Early reviews for Amazon’s first foray into the smartphone market are mixed, with a general sense that the device is a good phone overlaid with some flashy features.
Amazon announced the Fire Phone last month, trumpeting its 3D display, which uses facial recognition and front-facing cameras to shift perspective, depending on where the user’s head is; a personal assistant called “Firefly”; and Amazon’s live, interactive support service, Mayday.
The perspective trick failed to find a fan in The New York Times’ Farhad Manjoo, who noted that while technically impressive, it fails to significantly improve the way one uses a smartphone.
Similarly, Yahoo’s David Pogue praised the aesthetics of the function but said it “isn’t an especially big step forward in efficiency or usefulness.”
Mayday Needs Help?
The Mayday feature may not be quite up to scratch yet either.
All four times he pressed the Mayday button, Pogue said, the friendly support agents gave incorrect answers to his queries. Yet both he and Manjoo praised the efficiency of the service, with the latter noting that a support agent appeared on his screen within 10 seconds every time he tried it.
The battery life gave further cause for concern. On all five days of testing, the phone failed to last the entire day on a single charge for The Wall Street Journal’s Geoffrey A. Fowler.
Fowler is no fan of the app ecosystem, either. While the Fire Phone is an Android device, Amazon blocks certain Google Play apps, particularly Google’s own suite of applications, such as Maps and YouTube.
In terms of design, reviewers found the Fire Phone a straightforwardly built unit, with few distinctive physical flourishes.
The only aspects that stood out were the very visible five cameras on the front panel and the Amazon branding on the rear, wrote David Pierce of The Verge.
E-Commerce Focus
Part of Amazon’s ethos is to sell products like the Kindle e-readers and Fire tablets in the hope consumers will use them to purchase other goods from Amazon (e-books in the Kindle’s case, for instance).
The Fire Phone is guided by this philosophy too, especially with Firefly, which can recognize real-word objects through the phone’s camera and find the items for sale on Amazon’s store.
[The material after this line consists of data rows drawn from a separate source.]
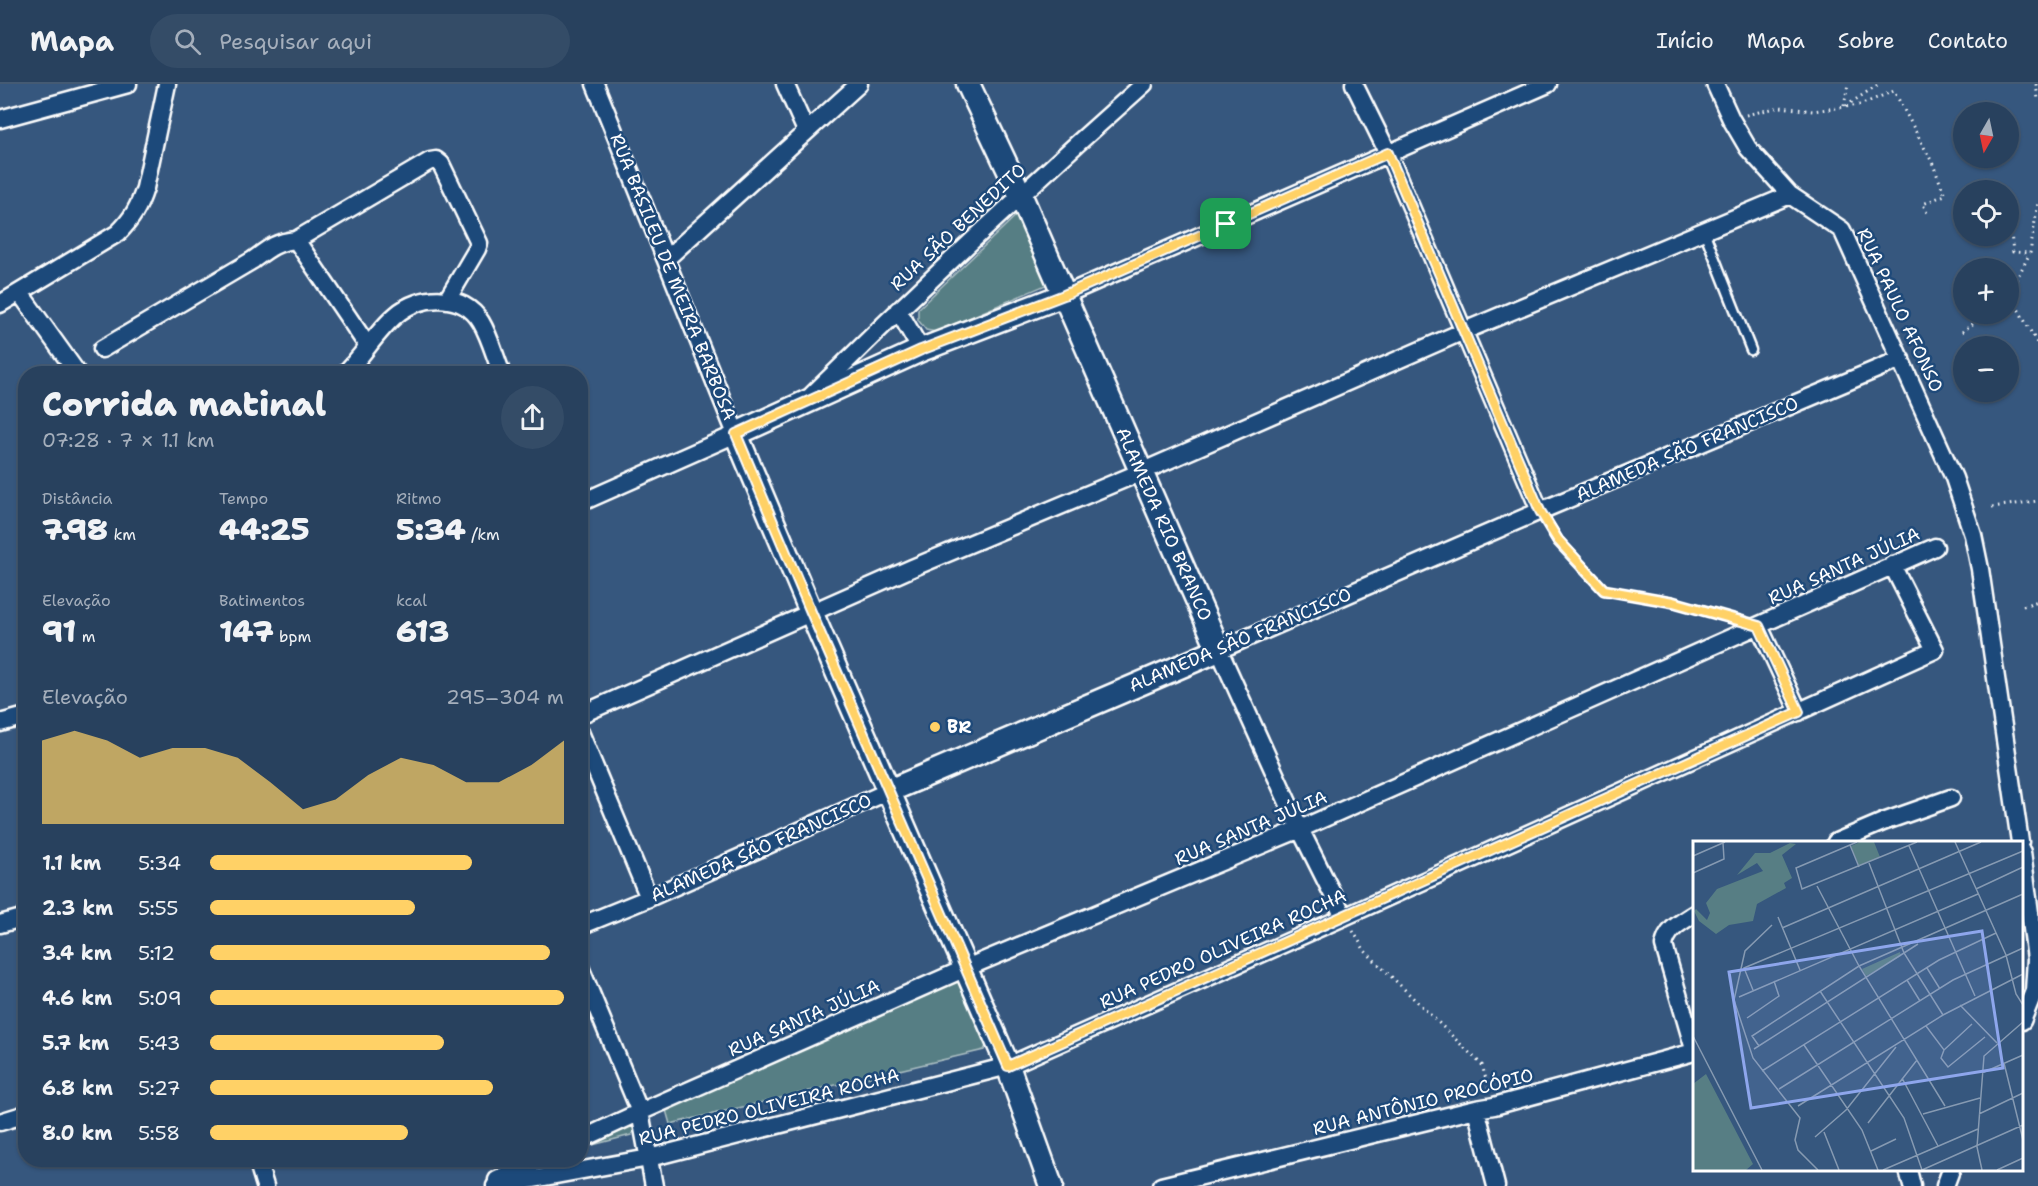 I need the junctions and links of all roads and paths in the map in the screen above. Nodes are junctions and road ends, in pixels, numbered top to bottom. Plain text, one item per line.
1 (128, 84) edge
2 (167, 84) edge
3 (594, 84) edge
4 (785, 84) edge
5 (859, 84) edge
6 (968, 84) edge
7 (1144, 84) edge
8 (1354, 84) edge
9 (1548, 84) edge
10 (1715, 84) edge
11 (1848, 84) edge
12 (1879, 84) edge
13 (2037, 84) edge
14 (2038, 99) edge
15 (1844, 107) junction
16 (0, 118) edge
17 (1731, 119) junction
18 (806, 131) junction
19 (1388, 153) junction
20 (1020, 194) junction
21 (1790, 195) junction
22 (2038, 202) edge
23 (1927, 213) dead end
24 (1704, 231) junction
25 (296, 240) junction
26 (2013, 246) edge
27 (2030, 253) junction
28 (666, 259) junction
29 (2019, 275) edge
30 (20, 293) junction
31 (1064, 295) junction
32 (447, 300) junction
33 (0, 304) edge
34 (898, 310) junction
35 (2019, 312) edge
36 (1973, 324) edge
37 (1464, 331) junction
38 (1962, 332) dead end
39 (367, 345) junction
40 (2038, 345) edge
41 (102, 349) dead end
42 (921, 350) junction
43 (1751, 350) dead end
44 (1902, 359) junction
45 (72, 366) edge
46 (350, 366) edge
47 (499, 366) edge
48 (804, 403) junction
49 (736, 434) junction
50 (1141, 472) junction
51 (588, 499) edge
52 (2038, 501) edge
53 (1992, 507) dead end
54 (1540, 511) junction
55 (1935, 547) dead end
56 (1892, 565) junction
57 (2038, 601) edge
58 (2023, 606) dead end
59 (811, 612) junction
60 (1759, 626) junction
61 (1219, 650) junction
62 (588, 711) edge
63 (1799, 712) junction
64 (18, 718) edge
65 (0, 723) edge
66 (588, 751) edge
67 (889, 791) junction
68 (1951, 798) dead end
69 (1300, 829) junction
70 (1840, 841) edge
71 (2020, 841) edge
72 (2023, 860) edge
73 (649, 898) junction
74 (1693, 915) edge
75 (1344, 917) junction
76 (18, 919) edge
77 (588, 923) edge
78 (0, 924) edge
79 (966, 968) junction
80 (588, 986) edge
81 (2023, 1018) edge
82 (1693, 1043) edge
83 (1693, 1051) edge
84 (1008, 1066) junction
85 (1494, 1106) junction
86 (1476, 1109) junction
87 (640, 1112) junction
88 (18, 1116) edge
89 (0, 1122) edge
90 (588, 1136) edge
91 (649, 1158) junction
92 (259, 1167) edge
93 (525, 1167) edge
94 (1908, 1171) edge
95 (1951, 1171) edge
96 (265, 1186) edge
97 (484, 1186) edge
98 (495, 1186) edge
99 (654, 1186) edge
100 (1051, 1186) edge
101 (1161, 1186) edge
102 (1496, 1186) edge
103 (1912, 1186) edge
104 (1945, 1186) edge

1 - 16 street
2 - 30 street
3 - 28 street, RUA BASILEU DE MEIRA BARBOSA
4 - 18 street
5 - 18 street
6 - 20 street, ALAMEDA RIO BRANCO
7 - 20 street, RUA SÃO BENEDITO
8 - 19 street
9 - 19 street
10 - 17 street, RUA PAULO AFONSO
11 - 15 path
12 - 15 path
13 - 14 path
15 - 17 path
15 - 23 path
17 - 21 street, RUA PAULO AFONSO
18 - 28 street
19 - 31 street
19 - 37 street
20 - 31 street, ALAMEDA RIO BRANCO
20 - 34 street, RUA SÃO BENEDITO
21 - 24 street
21 - 44 street, RUA PAULO AFONSO
22 - 27 path
24 - 37 street
24 - 43 lane
25 - 32 street
25 - 39 street
25 - 41 street
26 - 27 path
27 - 29 path
28 - 49 street, RUA BASILEU DE MEIRA BARBOSA
30 - 33 street
30 - 45 street
31 - 42 street
31 - 50 street, ALAMEDA RIO BRANCO
32 - 39 street
32 - 47 street
34 - 42 street
34 - 48 street, RUA SÃO BENEDITO
35 - 40 path
36 - 38 path
37 - 50 street
37 - 54 street
39 - 46 street
42 - 48 street
44 - 54 street, ALAMEDA SÃO FRANCISCO
44 - 71 street, RUA PAULO AFONSO
48 - 49 street
49 - 51 street
49 - 59 street, RUA BASILEU DE MEIRA BARBOSA
50 - 59 street
50 - 61 street, ALAMEDA RIO BRANCO
52 - 53 path
54 - 60 lane
54 - 61 street, ALAMEDA SÃO FRANCISCO
55 - 56 street, RUA SANTA JÚLIA
56 - 60 street, RUA SANTA JÚLIA
56 - 63 street, RUA PEDRO OLIVEIRA ROCHA
57 - 58 path
59 - 62 street
59 - 67 street, RUA BASILEU DE MEIRA BARBOSA
60 - 63 street
60 - 69 street, RUA SANTA JÚLIA
61 - 67 street, ALAMEDA SÃO FRANCISCO
61 - 69 street, ALAMEDA RIO BRANCO
63 - 75 street, RUA PEDRO OLIVEIRA ROCHA
64 - 65 street
66 - 73 street
67 - 73 street, ALAMEDA SÃO FRANCISCO
67 - 79 street, RUA BASILEU DE MEIRA BARBOSA
68 - 70 street
69 - 75 street, ALAMEDA RIO BRANCO
69 - 79 street, RUA SANTA JÚLIA
72 - 81 street
73 - 77 street, ALAMEDA SÃO FRANCISCO
74 - 82 street
75 - 84 street, RUA PEDRO OLIVEIRA ROCHA
75 - 85 path
76 - 78 street
79 - 84 street, RUA BASILEU DE MEIRA BARBOSA
79 - 87 street, RUA SANTA JÚLIA
80 - 87 street
83 - 85 street, RUA ANTÔNIO PROCÓPIO
84 - 91 street, RUA PEDRO OLIVEIRA ROCHA
84 - 100 street, RUA BASILEU DE MEIRA BARBOSA
85 - 86 street, RUA ANTÔNIO PROCÓPIO
86 - 101 street, RUA ANTÔNIO PROCÓPIO
86 - 102 street
87 - 90 street, RUA SANTA JÚLIA
87 - 91 street
88 - 89 street
91 - 98 street, RUA PEDRO OLIVEIRA ROCHA
91 - 99 street
92 - 96 street
93 - 97 street
94 - 103 street
95 - 104 street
However, the technology is not quite where it needs to be, said ZDNet’s Larry Dignan.
“Firefly is basically Shazam for everything. Firefly’s performance was decent, but there were multiple times where it didn’t recognize the product,” he wrote.
“The Fire Phone’s most powerful features are used only in service of The Internet Shopping Network, not in making a great smartphone,” The Verge’s Pierce opined.
Gesture Positives
In terms of usability, Yahoo’s Pogue, for one, admired the gesture controls, and NYT’s Manjoo felt the Fire Phone was uncommonly friendly and easy to use. However, Pierce found the interface complex and confusing.
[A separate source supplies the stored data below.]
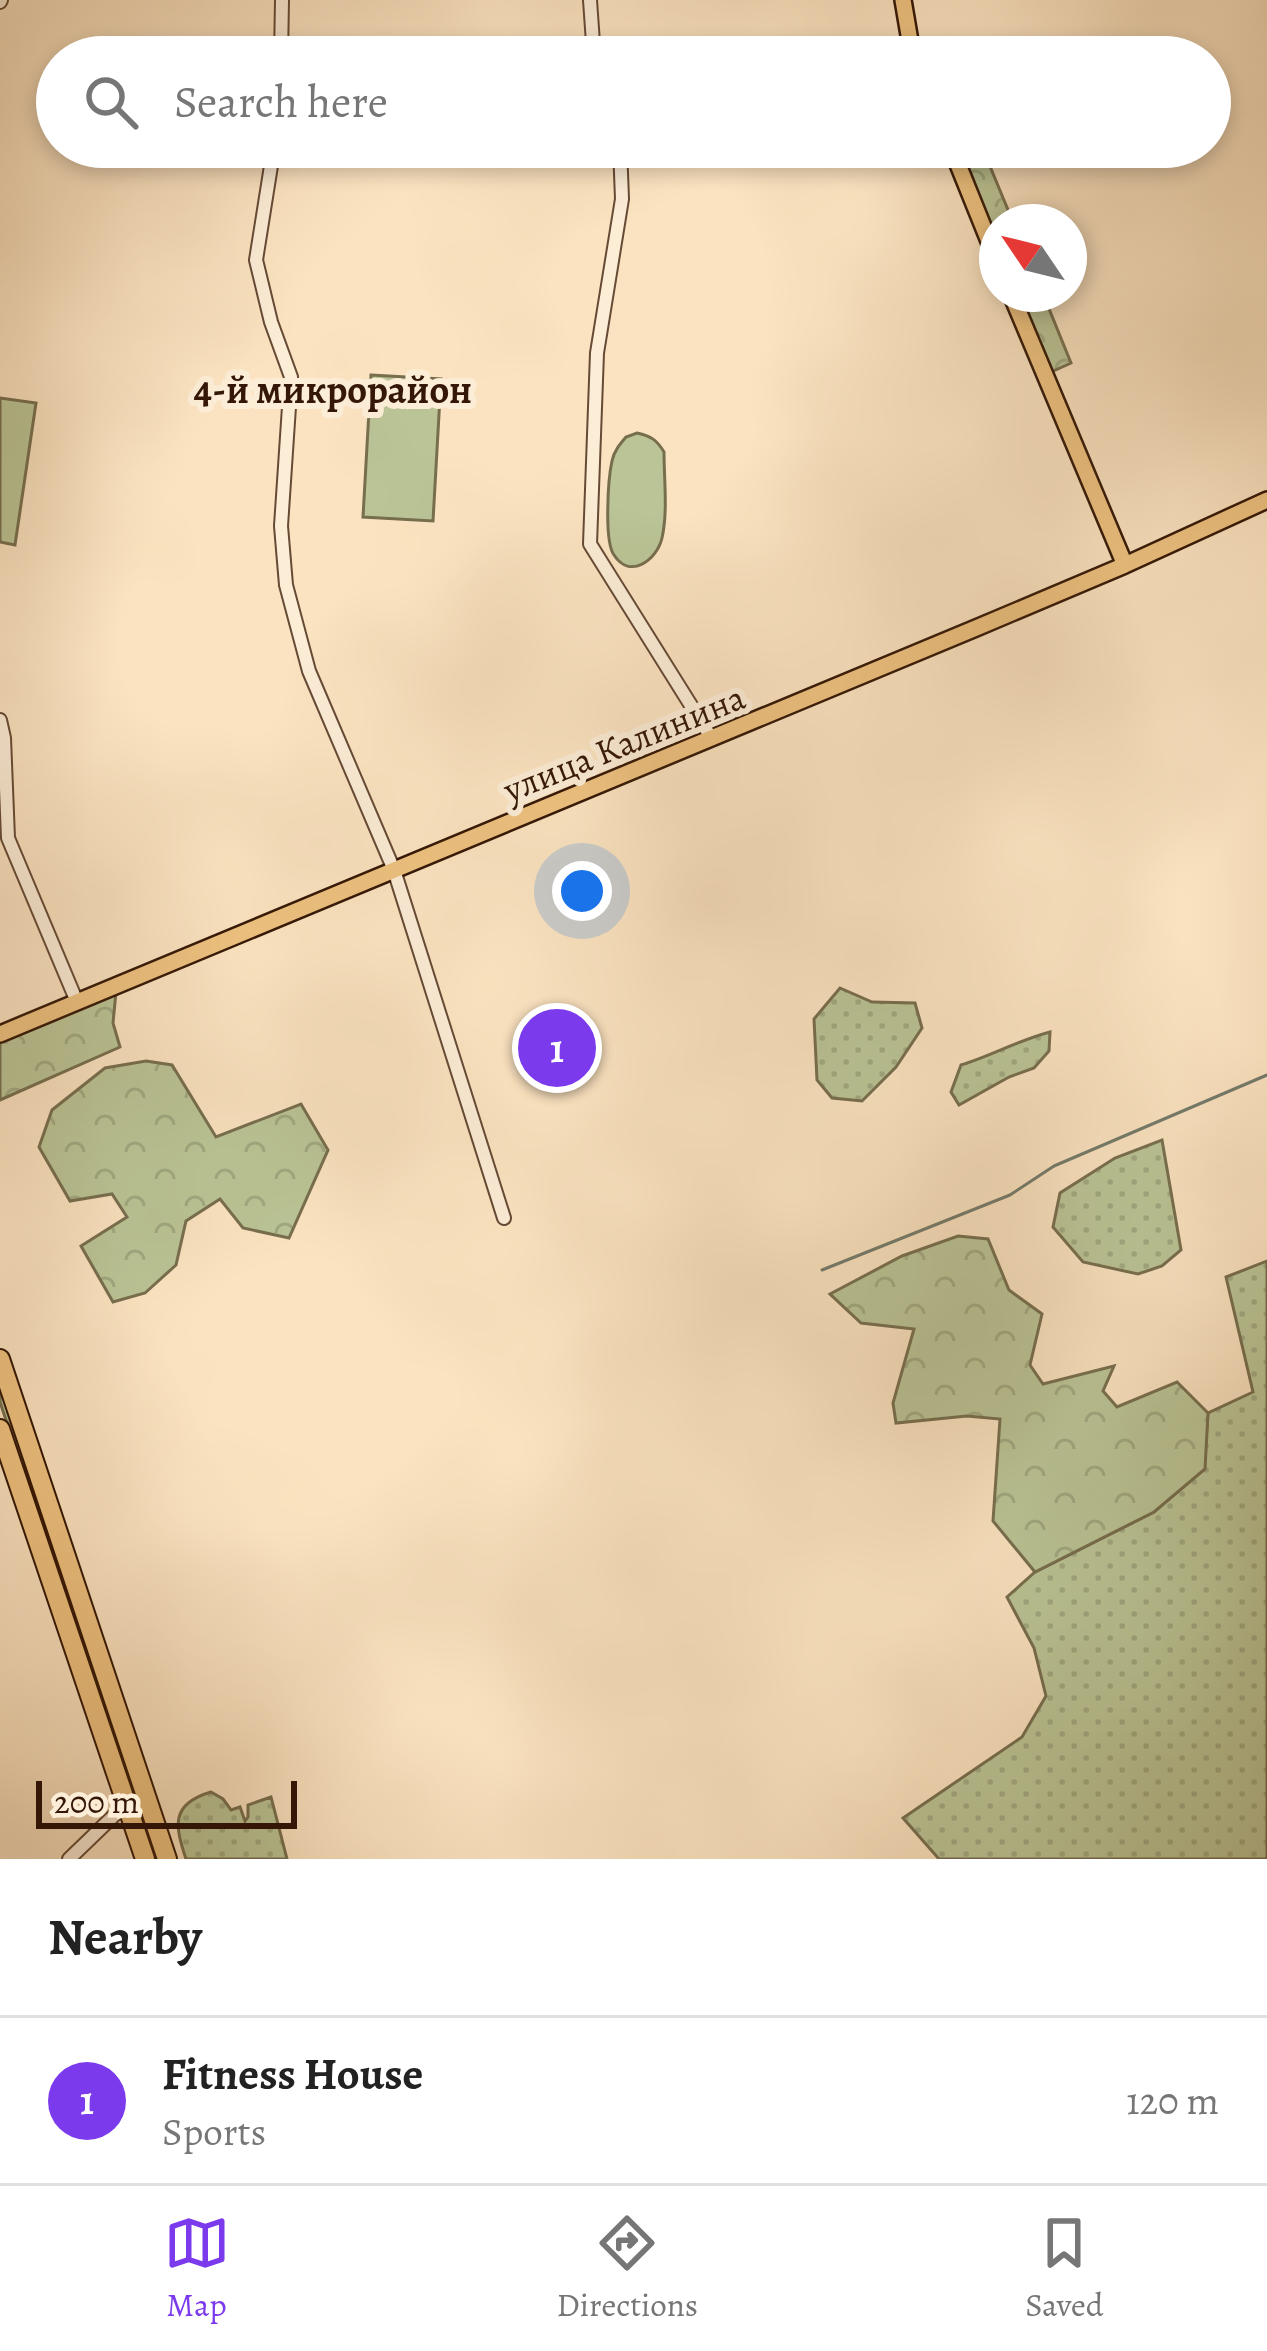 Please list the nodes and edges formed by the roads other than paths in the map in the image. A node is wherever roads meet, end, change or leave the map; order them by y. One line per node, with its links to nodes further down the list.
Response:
1 (283, 0): 4 (street)
2 (590, 0): 5 (street)
3 (903, 0): 6 (main road)
4 (282, 36)
5 (592, 36)
6 (909, 36)
7 (271, 168): 16 (street)
8 (621, 168): 15 (street)
9 (959, 168): 10 (main road)
10 (979, 216)
11 (1019, 312): 13 (main road)
12 (1267, 500): 13 (main road, улица Калинина)
13 (1125, 565): 15 (main road, улица Калинина)
14 (0, 720): 17 (street)
15 (712, 739): 16 (main road, улица Калинина)
16 (394, 870): 17 (main road, улица Калинина); 19 (street)
17 (76, 1002): 18 (main road, улица Калинина)
18 (0, 1034)
19 (504, 1218)
20 (0, 1358): 22 (highway)
21 (0, 1429): 23 (highway)
22 (147, 1797): 23 (street); 26 (highway)
23 (126, 1804): 24 (street); 25 (highway)
24 (68, 1859)
25 (145, 1859)
26 (167, 1859)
Despite the caveats, many reviewers considered the Amazon Fire Phone a worthwhile device. ZDNet’s Dignan said he wouldn’t hesitate to buy it. Pogue suggested it would be a good device for a first-time smartphone owner, though experienced users might want to wait for future iterations. Manjoo said Amazon had created a nice, solid smartphone, if one were to set aside all the bells and whistles.
“Like the other platforms, it is designed as a front end to the company’s back-end services, and Amazon’s services are competitive,” said Rob Enderle, principal of the Enderle Group.
“In addition, it clearly has a shopping focus. That and Mayday are likely the phone’s most differentiating features,” he told TechNewsWorld.
“This first phone hits Amazon users where they live. The next generation needs to focus more on Apple or Android users. They need an automated assistant like Siri, and they need a stronger connection to the coming wearable wave. But for now the phone is where it needs to be, focused on the Amazon user and avoiding the mistake that BlackBerry made,” Enderle pointed out.
“I think the first batch of reviews are quite fair,” said Wayne Lam, senior telecom electronics analyst at IHS.
“The consensus is that this is a good first attempt, but in many ways it is very different from what we are used to, even from an Android perspective. It’s a novel approach, and most of the general public would be reading this and thinking, ‘well, maybe I’ll just hold off for the second version of the device,'” he told TechNewsWorld.
“It’s a great device for folks that are heavy Amazon users — the phone comes with a year of Amazon Prime service included,” Lam noted. “They may feel like they’re going to get value out of their Prime subscription if they like the convenience of buying things.”
The Fire Phone is slated for release on Thursday.